Ta Prohm was one of the first temples built by the great builder king Jayavarman VII. The construction date is set around 1186. The temple is dedicated to the king's mother, while the later Preah Khan was dedicated to his father. The plan is very similar to Preah Khan, with a huge labyrinthine inner sanctuary, a large courtyard just inside the eastern gateway, and even a two story building north of the courtyard similar to the one at Preah Khan, although without the distinctive round columns found in the example at the later site.
Like most of the other temples built by Jayavarman VII, Ta Prohm was originally a Buddhist monastery, but later kings removed the Buddhist elements and altered the relief work to make it into a Hindu temple. In its day, Ta Prohm was an extremely wealthy temple. It 'owned' more than 3,000 villages and took nearly 80,000 people to maintain the temple, including 18 high priests, 2,740 official, 2,000 assistants and 615 dancers. The temple's possessions included around 500 kilograms of gold dishes, dozens of diamonds, and thousands of pearls and precious stones.
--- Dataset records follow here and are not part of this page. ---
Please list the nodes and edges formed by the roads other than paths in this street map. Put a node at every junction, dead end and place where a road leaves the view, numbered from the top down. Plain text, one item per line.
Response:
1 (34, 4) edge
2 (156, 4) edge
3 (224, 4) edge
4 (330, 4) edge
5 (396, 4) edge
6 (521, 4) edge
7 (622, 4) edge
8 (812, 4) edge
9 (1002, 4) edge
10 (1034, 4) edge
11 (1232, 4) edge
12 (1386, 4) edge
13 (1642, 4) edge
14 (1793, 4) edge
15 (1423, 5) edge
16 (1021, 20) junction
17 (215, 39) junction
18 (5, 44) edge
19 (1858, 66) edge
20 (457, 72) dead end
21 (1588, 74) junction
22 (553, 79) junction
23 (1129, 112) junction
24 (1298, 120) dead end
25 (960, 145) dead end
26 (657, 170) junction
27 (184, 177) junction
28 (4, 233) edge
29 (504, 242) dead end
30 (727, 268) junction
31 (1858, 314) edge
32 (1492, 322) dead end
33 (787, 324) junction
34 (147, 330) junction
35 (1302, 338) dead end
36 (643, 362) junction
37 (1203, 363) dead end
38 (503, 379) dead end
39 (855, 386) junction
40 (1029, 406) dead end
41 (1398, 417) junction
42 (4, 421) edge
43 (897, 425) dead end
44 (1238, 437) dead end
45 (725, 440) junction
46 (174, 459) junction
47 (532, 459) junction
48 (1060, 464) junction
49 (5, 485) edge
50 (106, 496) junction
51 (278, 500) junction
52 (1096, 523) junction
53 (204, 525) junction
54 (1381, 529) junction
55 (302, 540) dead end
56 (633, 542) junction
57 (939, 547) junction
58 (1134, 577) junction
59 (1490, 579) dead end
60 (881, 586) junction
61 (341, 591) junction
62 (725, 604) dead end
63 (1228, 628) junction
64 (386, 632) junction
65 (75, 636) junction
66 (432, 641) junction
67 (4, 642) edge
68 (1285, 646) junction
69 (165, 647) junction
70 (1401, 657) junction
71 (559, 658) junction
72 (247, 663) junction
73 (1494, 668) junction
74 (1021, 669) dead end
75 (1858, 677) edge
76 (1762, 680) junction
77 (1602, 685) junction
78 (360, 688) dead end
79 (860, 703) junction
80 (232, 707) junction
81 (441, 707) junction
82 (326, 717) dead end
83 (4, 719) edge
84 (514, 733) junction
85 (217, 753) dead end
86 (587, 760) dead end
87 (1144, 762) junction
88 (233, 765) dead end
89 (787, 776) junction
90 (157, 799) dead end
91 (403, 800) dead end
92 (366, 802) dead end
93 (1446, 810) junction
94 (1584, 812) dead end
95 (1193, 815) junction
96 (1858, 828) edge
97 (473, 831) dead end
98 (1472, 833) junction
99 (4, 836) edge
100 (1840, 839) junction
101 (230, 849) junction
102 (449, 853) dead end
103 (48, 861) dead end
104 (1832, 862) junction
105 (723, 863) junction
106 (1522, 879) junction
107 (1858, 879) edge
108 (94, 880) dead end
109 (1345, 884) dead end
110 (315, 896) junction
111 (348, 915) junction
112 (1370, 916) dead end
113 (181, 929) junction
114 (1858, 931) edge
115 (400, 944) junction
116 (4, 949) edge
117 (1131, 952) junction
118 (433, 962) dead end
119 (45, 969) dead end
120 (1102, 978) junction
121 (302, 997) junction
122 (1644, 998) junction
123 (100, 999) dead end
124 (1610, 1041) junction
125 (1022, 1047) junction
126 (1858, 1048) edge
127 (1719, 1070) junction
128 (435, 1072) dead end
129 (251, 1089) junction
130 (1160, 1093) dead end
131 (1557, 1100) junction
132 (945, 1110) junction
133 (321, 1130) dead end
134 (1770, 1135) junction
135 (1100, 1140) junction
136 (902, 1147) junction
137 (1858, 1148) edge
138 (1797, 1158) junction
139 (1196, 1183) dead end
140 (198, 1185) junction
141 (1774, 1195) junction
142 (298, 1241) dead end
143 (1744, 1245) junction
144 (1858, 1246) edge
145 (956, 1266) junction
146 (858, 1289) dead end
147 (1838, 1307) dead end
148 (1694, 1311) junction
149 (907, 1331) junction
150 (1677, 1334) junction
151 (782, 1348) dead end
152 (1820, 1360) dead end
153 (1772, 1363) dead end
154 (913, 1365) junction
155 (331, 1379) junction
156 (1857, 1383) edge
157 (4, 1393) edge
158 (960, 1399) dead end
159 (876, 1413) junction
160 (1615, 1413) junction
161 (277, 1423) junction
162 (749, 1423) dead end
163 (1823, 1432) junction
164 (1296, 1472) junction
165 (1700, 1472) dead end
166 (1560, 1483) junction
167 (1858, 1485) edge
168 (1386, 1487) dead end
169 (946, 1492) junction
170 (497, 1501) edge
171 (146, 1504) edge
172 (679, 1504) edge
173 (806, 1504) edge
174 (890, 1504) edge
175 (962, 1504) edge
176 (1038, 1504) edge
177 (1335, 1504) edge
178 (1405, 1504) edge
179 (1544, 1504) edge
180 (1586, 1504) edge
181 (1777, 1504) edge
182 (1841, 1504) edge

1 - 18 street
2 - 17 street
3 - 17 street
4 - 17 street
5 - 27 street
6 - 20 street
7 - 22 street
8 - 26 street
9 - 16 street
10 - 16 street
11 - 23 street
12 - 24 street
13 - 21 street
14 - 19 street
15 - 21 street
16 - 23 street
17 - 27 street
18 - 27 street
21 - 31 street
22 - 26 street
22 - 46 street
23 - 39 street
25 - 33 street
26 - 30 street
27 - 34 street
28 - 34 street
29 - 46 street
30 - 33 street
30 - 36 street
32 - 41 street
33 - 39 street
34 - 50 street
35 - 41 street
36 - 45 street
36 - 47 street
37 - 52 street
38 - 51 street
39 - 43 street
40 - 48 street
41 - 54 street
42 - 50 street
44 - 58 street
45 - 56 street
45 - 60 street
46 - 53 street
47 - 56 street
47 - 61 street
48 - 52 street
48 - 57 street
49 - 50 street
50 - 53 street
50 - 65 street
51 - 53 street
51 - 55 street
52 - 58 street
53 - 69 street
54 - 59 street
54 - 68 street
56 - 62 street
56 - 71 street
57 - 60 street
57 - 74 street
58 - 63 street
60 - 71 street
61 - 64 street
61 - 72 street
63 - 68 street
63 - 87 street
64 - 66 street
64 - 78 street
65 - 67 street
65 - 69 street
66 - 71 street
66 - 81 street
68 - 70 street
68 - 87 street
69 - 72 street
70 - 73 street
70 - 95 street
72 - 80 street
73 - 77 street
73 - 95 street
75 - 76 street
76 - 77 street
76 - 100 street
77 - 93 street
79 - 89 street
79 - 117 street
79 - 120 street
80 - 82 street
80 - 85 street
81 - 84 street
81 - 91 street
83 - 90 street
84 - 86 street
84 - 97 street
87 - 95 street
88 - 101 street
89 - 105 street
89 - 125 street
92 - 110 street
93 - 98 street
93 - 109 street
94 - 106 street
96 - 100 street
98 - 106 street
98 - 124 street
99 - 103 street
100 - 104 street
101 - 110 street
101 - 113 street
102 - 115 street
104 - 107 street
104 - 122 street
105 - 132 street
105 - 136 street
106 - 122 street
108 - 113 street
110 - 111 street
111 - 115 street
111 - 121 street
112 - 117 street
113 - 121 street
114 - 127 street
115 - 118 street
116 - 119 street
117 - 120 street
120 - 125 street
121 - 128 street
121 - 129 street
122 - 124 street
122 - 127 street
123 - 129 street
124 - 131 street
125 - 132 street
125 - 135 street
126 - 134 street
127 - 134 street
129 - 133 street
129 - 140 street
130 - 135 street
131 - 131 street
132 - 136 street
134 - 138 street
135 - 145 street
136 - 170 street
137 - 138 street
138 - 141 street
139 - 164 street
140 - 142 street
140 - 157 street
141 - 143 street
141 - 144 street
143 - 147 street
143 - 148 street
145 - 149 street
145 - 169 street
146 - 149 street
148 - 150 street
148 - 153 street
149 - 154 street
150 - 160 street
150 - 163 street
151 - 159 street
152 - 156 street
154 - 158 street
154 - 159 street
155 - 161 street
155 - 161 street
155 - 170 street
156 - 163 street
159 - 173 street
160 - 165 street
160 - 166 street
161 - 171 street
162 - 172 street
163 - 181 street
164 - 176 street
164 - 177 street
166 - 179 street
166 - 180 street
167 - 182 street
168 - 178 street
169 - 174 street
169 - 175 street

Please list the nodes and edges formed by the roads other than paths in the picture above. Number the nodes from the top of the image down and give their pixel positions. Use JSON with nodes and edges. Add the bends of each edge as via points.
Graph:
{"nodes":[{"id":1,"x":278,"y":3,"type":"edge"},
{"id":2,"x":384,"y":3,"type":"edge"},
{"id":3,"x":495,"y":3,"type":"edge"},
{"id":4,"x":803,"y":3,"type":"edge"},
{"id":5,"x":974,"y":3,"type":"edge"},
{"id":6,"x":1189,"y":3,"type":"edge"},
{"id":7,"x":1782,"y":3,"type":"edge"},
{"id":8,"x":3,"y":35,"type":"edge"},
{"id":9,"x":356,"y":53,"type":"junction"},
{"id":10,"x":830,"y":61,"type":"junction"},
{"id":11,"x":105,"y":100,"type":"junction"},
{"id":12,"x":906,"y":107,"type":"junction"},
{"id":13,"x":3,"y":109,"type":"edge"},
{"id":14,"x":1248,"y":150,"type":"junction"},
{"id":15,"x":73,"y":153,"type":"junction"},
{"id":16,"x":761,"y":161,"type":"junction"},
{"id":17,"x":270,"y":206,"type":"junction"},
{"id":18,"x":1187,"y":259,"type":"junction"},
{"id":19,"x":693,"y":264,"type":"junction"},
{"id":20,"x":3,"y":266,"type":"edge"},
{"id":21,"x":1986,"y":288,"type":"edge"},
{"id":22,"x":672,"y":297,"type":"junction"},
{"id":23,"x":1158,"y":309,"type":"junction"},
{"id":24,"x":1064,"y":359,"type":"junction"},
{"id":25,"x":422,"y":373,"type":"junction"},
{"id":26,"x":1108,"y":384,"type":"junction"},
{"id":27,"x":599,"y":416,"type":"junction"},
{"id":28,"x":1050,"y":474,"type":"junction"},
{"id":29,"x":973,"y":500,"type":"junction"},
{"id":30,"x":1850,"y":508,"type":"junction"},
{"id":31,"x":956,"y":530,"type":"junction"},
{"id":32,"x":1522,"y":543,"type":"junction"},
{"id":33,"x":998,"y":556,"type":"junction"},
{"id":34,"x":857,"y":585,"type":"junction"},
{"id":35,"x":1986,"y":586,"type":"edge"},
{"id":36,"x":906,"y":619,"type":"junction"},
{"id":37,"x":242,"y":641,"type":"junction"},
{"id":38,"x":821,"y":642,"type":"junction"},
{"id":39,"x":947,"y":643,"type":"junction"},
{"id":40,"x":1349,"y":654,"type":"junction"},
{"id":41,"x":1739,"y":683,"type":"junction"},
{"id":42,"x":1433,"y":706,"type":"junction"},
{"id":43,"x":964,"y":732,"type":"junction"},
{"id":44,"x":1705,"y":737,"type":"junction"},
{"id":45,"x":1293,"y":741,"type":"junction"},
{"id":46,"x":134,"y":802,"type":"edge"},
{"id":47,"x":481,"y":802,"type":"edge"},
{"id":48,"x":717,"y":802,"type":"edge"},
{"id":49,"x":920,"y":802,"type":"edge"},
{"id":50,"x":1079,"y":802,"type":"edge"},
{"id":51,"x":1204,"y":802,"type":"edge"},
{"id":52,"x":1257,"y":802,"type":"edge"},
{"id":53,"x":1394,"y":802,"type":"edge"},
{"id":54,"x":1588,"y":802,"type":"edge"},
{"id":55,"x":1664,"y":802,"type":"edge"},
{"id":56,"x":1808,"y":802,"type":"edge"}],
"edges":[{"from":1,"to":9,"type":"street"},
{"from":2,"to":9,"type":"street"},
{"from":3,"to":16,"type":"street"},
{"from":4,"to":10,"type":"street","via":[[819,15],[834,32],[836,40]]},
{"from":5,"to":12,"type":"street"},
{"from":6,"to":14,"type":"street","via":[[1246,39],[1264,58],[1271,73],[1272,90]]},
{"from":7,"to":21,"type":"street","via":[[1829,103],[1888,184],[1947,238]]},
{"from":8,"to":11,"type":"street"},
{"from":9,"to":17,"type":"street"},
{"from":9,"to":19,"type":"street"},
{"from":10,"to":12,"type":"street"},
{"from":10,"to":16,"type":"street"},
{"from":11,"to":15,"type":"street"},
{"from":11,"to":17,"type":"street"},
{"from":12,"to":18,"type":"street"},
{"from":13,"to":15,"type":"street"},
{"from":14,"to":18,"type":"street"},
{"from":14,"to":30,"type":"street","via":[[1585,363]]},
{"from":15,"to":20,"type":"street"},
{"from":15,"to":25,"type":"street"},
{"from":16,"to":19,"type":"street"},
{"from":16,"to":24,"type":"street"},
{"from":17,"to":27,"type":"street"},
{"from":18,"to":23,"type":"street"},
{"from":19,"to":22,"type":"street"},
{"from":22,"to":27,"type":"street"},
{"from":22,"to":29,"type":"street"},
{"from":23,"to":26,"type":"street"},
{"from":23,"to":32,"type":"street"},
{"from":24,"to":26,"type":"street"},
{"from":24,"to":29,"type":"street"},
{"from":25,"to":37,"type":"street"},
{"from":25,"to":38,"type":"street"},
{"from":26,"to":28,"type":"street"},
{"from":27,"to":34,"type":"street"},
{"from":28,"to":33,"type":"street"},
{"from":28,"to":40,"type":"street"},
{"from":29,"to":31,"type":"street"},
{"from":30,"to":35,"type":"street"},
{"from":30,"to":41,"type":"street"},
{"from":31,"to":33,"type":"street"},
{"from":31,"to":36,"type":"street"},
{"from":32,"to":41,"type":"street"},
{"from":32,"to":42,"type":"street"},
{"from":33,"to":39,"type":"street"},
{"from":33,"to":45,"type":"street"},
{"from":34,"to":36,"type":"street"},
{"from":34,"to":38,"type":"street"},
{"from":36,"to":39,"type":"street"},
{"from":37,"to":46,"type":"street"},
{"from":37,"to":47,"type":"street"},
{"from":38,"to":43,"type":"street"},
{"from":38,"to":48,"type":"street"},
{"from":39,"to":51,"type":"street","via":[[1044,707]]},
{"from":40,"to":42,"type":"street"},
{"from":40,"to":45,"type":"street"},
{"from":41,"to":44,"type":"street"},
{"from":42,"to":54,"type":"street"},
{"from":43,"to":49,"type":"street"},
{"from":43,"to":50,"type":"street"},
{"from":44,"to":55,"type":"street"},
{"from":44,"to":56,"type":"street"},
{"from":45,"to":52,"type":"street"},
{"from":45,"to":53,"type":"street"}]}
Enter the temple through the east gate. The long white sandy path between the outer gate and the inner sanctuary is courtesy of the film Tomb Raider. At the end of the trail is a typical ceremonial terrace in front of the large eastern gateway to the inner sanctuary. Past the grand gateway is a large court with galleries. Behind the court is another wall enclosing the central sanctuary. Passing through this wall brings you to the crowded courtyard with the walled central sanctuary in the center. At this point, I suggest you veer to the left, making your way around the southern wall of the central sanctuary, between it and a large enclosed annex built along the southern outer wall. This will bring you to the southwest corner of the courtyard. From here there is a good view of several large trees growing on the wall of the central sanctuary. There's even a mound of earth and stones near the outer wall that makes a good elevated spot to take a picture.
Next, make your way through the west gate into the inner sanctuary. All around the central sanctuary, there are several more fantastic tree-in-temple shots. Exit the inner sanctuary by the east gate, putting you back behind the galleried court. Veer left to walk around the north side of the inner sanctuary, back towards the west side, where there are several more interesting trees and sculptures. Finally, exit the Ta Prohm complex by the west gate.
The best time to visit Ta Prohm is in the afternoon, when the light falls best in the southwest courtyard.